(Excerpts from a dataset)
++++++++
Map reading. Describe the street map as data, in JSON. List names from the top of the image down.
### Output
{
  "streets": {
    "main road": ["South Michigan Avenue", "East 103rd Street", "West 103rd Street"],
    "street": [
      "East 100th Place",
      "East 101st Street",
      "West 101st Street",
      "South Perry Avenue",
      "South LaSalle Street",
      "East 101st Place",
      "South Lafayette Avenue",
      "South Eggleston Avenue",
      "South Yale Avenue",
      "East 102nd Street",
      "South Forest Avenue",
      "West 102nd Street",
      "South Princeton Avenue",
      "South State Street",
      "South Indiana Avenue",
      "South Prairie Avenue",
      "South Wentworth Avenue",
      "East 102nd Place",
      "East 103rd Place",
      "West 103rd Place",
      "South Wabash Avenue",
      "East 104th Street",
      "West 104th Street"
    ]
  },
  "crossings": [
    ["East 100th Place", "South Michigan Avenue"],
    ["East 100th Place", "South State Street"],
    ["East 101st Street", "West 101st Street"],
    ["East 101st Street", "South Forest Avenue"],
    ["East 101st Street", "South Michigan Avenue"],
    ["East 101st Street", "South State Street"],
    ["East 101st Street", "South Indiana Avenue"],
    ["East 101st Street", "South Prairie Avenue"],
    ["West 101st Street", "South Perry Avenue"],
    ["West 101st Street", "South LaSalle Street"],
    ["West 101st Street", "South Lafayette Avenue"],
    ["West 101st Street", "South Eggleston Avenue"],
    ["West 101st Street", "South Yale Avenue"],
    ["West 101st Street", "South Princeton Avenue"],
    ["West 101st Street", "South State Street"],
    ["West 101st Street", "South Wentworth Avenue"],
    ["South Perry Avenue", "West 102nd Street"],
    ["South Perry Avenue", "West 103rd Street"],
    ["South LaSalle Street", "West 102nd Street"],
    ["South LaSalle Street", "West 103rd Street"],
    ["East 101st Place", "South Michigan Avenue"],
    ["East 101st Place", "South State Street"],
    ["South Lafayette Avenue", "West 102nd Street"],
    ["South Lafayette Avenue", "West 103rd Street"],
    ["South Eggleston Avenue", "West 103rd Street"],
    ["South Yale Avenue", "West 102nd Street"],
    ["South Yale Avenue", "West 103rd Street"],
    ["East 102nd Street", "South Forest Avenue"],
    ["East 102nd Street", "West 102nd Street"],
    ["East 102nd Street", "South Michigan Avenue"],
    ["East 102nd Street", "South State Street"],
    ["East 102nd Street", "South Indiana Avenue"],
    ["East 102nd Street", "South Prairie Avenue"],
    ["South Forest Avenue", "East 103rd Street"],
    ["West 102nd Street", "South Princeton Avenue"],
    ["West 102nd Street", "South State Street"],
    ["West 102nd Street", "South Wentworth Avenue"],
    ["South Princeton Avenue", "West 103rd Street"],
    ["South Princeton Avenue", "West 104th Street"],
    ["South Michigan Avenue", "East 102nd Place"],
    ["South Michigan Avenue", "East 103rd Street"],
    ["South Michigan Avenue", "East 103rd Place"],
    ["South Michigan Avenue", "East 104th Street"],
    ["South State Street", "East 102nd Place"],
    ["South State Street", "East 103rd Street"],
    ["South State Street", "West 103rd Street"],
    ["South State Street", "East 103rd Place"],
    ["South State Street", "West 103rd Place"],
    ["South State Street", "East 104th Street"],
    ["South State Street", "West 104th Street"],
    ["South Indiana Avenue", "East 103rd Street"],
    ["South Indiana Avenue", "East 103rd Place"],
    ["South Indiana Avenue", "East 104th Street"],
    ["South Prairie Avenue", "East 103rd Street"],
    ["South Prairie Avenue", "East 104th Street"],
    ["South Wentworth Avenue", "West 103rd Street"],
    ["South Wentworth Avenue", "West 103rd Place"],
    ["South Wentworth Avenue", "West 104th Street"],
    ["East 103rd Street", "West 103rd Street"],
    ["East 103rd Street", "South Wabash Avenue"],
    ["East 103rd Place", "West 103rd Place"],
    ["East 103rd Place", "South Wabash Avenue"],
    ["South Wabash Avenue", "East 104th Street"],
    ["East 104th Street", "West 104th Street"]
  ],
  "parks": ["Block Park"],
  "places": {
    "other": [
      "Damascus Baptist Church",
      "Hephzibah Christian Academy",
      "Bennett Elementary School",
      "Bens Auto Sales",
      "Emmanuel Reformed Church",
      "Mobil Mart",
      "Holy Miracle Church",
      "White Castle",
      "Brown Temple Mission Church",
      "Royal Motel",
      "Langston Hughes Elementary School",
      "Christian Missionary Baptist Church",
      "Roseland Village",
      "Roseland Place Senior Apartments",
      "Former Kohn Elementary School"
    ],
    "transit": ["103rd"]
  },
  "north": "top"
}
++++++++
- Task item
Show the lines from the data above that contain the string "Church".

- Solution
      "Damascus Baptist Church",
      "Emmanuel Reformed Church",
      "Holy Miracle Church",
      "Brown Temple Mission Church",
      "Christian Missionary Baptist Church",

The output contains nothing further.